Os dejo el vídeo resumen de lo que podría denotar por “Día normal de esquí” y después os cuento la odisea postuma a dicho día normal:
Se nos ve contentos ¿eh? Eso es porque no sabíamos lo que nos esperaba. Tras disfrutar de todo un día (de 9 a 17) de esquí del bueno -con alguien de mi nivel-, Chino estaba reventado, lógico, era su primer día, así que se fue al coche. Bob, su primo Javi, Lolo y Zamo ya se habían ido a casa así que quedábamos Gloria, Java, el propio Chino y yo, que nos volveríamos con el coche de este.
Cuando Gloria, Java y yo salimos de las pistas y vimos a Chino sentado en un banco, con las botas de esquiar puestas empezamos a sospechar que algo no iba bien. ¿Por qué no se había puesto las zapatillas? ¿Acaso está más cómodo con las botas de esquiar? No, lo que pasa es que, insólitamente, se le habían caído las llaves del coche en la nieve, por lo que no teníamos acceso al mismo.
Tras preguntar a los operarios de la estación, sin éxito, vimos como la noche se hacía sobre nosotros, todo rastro de vida humana había desaparecido y estabamos los cuatro, con un frío espantoso, sin poder entrar al coche y a 130 kms de casa. Nuestra única esperanza era el padre de Chino que venía desde Madrid con las llaves de repuesto.
Pero la espera fue larga, muy larga. Tres horas tuvimos que esperar ya que el atasco de la A-6 primero y de la M-40 después, hizo retrasar nuestra agonía. He de reconocer que mientras nos acurrucabamos en un banco, por mi mente empezaba a pasar el hecho de tener que sobrevivir a base de carne humana, y Java tenía todas las papeletas de ser el primero en morir congelado…
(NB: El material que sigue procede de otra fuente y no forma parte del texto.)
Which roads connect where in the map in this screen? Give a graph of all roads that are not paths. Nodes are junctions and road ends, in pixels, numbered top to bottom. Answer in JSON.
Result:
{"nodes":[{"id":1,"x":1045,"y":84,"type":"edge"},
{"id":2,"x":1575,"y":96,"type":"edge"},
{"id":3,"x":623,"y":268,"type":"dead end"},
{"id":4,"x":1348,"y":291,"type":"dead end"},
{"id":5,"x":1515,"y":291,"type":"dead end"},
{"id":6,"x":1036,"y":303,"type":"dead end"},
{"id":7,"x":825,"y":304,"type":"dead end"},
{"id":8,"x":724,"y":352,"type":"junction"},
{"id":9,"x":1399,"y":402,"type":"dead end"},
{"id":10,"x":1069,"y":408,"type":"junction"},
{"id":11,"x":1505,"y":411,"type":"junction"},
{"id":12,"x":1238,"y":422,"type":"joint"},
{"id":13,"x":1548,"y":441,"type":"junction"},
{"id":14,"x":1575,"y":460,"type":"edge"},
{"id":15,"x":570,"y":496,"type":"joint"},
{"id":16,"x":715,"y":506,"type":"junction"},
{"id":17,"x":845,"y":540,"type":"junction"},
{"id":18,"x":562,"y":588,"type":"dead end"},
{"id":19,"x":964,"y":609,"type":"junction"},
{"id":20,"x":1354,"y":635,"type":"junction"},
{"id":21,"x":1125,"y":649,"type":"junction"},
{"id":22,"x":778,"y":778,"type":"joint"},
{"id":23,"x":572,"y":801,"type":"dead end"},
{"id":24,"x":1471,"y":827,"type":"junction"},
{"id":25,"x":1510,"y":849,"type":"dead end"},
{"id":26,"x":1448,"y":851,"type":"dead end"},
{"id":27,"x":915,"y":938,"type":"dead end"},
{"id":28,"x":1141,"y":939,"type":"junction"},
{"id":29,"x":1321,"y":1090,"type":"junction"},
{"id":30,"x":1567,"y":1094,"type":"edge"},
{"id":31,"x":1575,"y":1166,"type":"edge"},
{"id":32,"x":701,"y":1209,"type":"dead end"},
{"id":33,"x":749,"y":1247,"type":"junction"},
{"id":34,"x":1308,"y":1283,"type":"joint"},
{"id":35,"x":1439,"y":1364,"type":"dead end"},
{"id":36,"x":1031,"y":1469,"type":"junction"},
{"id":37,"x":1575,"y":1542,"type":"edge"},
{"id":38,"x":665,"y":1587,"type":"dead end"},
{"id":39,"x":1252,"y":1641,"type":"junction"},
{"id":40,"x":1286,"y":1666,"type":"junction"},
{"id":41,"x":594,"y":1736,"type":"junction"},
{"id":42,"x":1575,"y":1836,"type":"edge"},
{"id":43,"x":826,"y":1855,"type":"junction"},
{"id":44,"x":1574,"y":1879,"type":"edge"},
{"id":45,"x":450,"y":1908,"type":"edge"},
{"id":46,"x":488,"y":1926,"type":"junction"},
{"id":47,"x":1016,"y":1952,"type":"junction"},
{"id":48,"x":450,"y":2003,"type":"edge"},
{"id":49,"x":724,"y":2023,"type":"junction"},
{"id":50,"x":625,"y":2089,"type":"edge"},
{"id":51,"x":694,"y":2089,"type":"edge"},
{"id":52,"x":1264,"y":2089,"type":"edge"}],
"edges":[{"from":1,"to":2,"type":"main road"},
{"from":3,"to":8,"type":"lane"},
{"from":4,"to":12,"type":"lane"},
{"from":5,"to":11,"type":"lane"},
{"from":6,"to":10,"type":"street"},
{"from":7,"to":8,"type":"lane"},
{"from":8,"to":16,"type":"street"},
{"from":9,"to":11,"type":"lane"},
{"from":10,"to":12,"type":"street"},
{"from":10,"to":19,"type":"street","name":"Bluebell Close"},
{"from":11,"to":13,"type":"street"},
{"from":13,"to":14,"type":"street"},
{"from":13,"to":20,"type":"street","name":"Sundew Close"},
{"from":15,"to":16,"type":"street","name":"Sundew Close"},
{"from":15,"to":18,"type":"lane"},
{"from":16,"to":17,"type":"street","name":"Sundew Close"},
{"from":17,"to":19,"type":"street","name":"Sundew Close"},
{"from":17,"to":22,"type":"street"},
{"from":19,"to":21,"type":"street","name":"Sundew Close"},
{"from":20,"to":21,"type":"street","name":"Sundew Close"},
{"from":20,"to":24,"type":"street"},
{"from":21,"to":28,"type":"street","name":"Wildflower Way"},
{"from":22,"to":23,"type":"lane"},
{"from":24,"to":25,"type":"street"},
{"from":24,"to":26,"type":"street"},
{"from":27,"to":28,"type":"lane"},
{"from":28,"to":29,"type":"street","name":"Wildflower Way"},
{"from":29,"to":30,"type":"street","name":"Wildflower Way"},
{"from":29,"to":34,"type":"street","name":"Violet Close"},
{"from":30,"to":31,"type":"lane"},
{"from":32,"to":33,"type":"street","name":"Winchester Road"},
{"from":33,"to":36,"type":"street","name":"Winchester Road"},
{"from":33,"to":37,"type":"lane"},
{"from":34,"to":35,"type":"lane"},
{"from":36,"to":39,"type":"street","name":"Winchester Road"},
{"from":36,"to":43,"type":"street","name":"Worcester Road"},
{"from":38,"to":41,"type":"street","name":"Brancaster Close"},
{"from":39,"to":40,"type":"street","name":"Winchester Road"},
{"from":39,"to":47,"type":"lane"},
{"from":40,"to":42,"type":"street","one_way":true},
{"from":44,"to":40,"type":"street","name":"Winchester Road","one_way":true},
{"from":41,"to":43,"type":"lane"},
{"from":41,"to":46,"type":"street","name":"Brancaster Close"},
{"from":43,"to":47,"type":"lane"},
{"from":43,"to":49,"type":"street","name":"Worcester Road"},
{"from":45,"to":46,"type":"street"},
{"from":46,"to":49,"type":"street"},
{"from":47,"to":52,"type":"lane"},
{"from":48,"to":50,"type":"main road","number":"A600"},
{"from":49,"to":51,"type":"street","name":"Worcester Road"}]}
Por suerte, el padre de Chino llegó antes de que lobos acabaran con nosotros y pudimos volver a casa, eso sí, empujando el coche porque no salía de la nieve y unas 4 horas más tarde de lo previsto, a las 10 en punto de la noche. Nunca un día de esquí había sido tan largo, intenso y, sobretodo, agónico. Menos mal que nos lo tomamos con humor.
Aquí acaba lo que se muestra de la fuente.